Available records =>
*-*-*

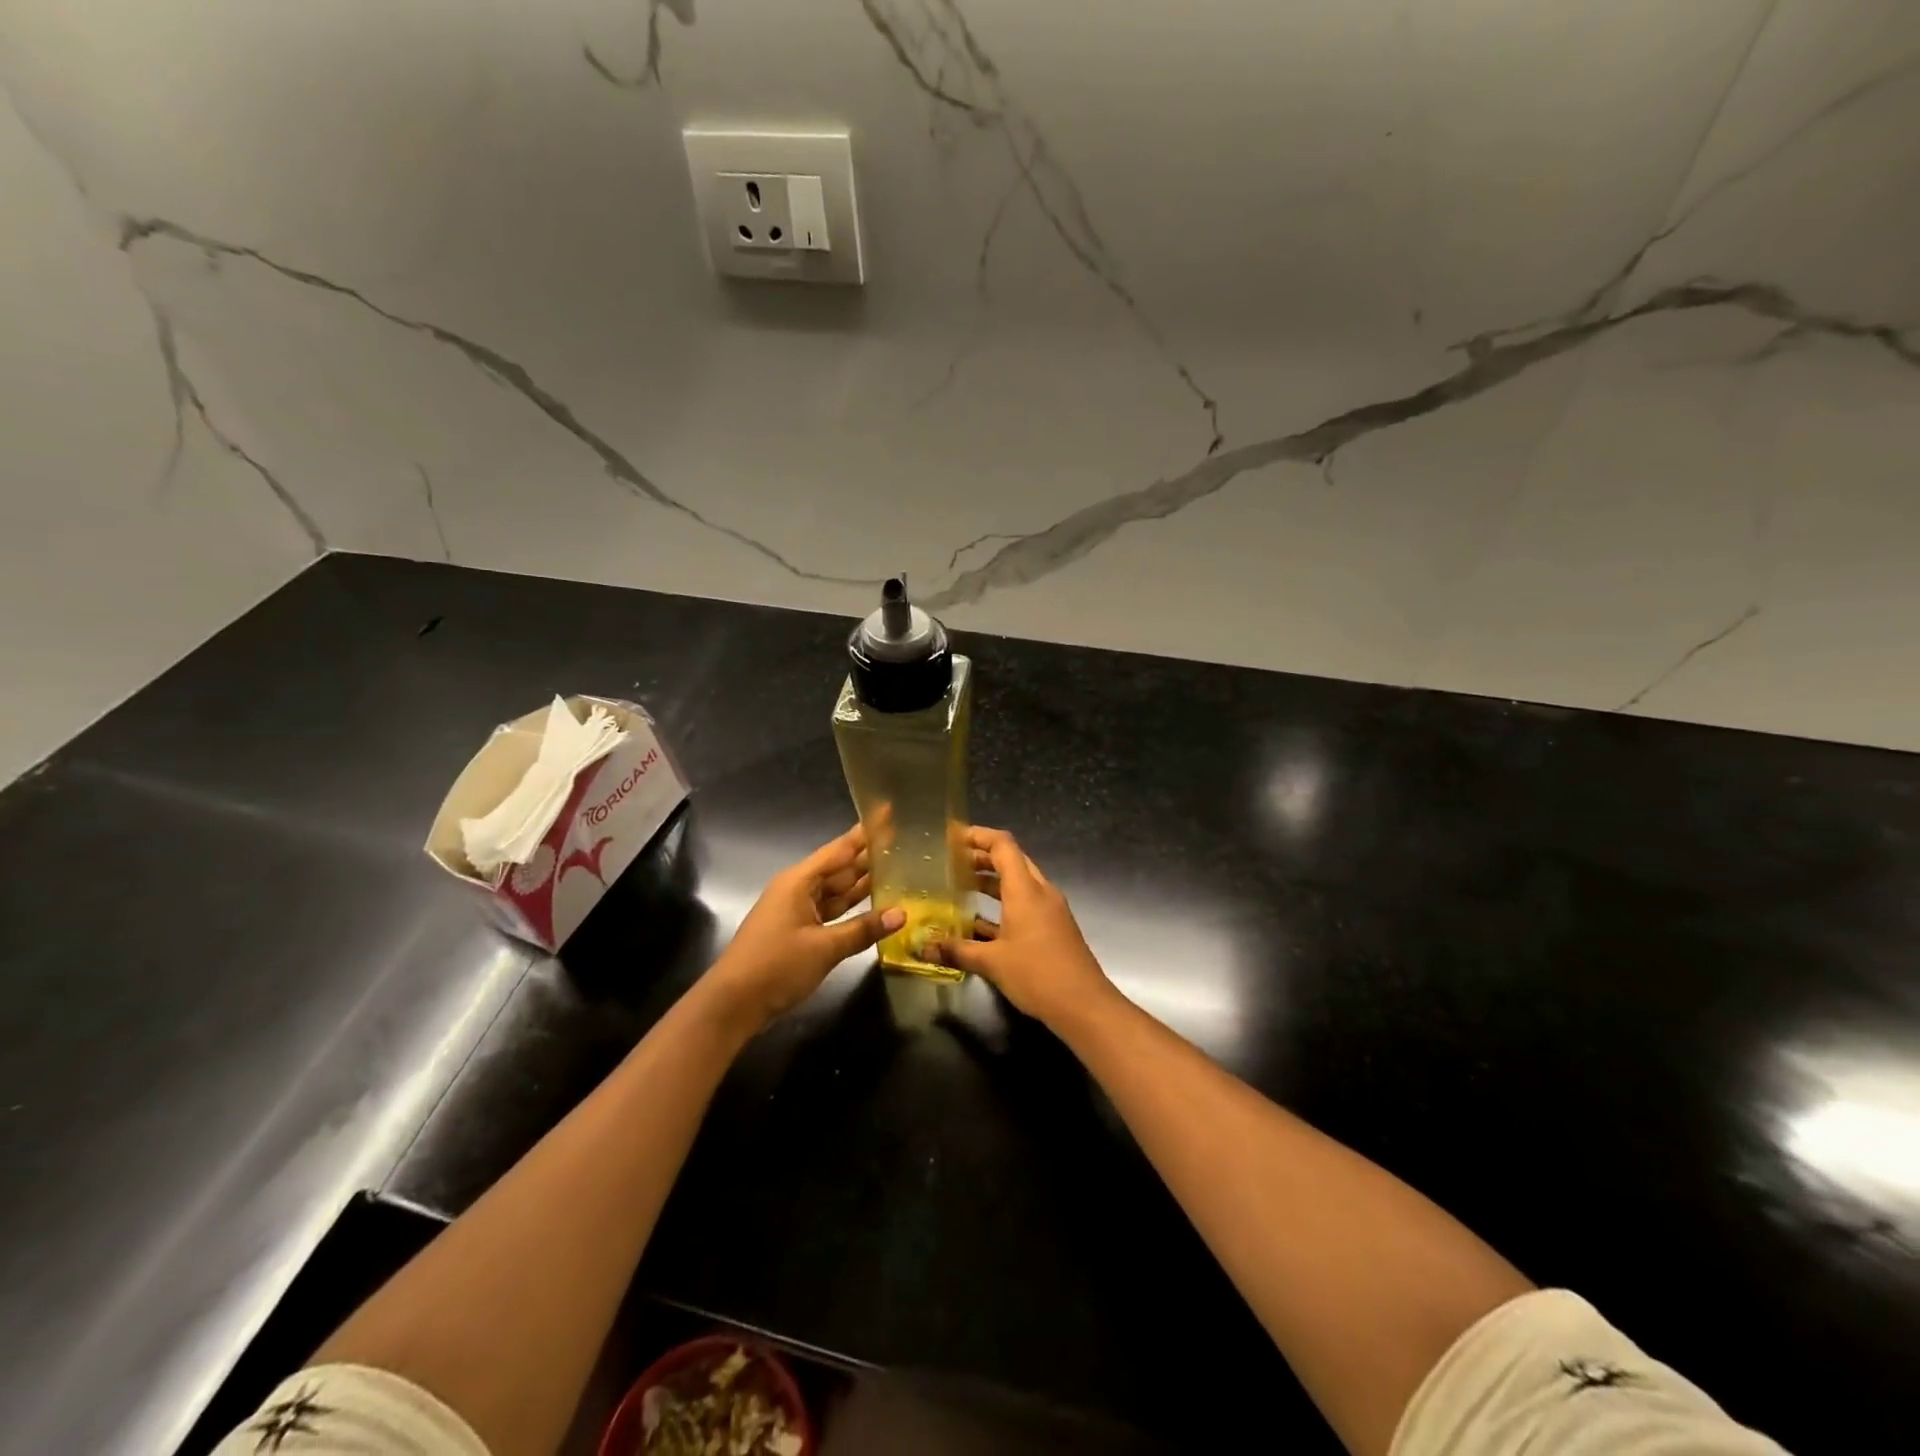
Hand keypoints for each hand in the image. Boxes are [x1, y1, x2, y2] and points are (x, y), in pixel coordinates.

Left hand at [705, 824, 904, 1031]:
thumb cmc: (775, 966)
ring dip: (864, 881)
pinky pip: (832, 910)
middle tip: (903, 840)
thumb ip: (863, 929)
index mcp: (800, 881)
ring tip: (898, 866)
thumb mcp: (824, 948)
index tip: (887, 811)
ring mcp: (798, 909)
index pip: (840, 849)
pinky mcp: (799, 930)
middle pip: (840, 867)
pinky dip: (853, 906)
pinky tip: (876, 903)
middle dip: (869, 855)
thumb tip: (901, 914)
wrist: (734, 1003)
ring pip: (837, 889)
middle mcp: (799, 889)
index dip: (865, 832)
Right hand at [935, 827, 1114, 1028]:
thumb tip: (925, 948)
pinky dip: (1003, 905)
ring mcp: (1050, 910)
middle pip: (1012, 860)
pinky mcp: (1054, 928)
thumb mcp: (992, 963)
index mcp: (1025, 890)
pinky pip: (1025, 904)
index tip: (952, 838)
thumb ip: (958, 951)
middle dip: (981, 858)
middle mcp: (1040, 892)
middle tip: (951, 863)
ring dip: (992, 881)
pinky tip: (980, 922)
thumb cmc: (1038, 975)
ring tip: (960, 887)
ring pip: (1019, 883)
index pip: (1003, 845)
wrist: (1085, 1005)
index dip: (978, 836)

*-*-*

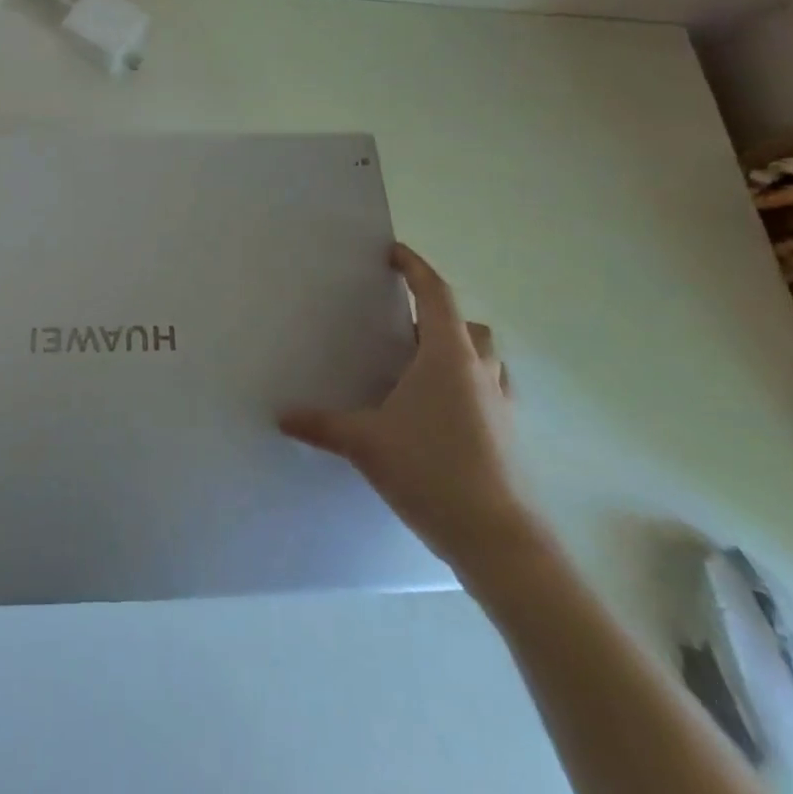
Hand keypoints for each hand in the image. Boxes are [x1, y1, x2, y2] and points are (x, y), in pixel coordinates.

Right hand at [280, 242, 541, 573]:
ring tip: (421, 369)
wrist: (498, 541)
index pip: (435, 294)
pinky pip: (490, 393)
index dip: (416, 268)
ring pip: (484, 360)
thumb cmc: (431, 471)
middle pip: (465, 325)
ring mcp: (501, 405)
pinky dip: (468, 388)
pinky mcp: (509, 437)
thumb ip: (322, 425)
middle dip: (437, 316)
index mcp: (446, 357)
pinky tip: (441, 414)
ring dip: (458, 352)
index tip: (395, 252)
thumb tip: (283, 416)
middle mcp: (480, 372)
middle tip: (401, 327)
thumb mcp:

*-*-*

Aim of the exercise =>
Show all lines from the listing above in which "middle" appears.

Output for this exercise =>
middle tip: (903, 840)
middle pip: (840, 867)
middle dip: (869, 855)
middle mcp: (799, 889)
middle pip: (1012, 860)
middle dip: (981, 858)
middle mcp: (1040, 892)
middle tip: (951, 863)
middle pip: (465, 325)
middle dip: (437, 316)
middle mcp: (480, 372)
middle tip: (401, 327)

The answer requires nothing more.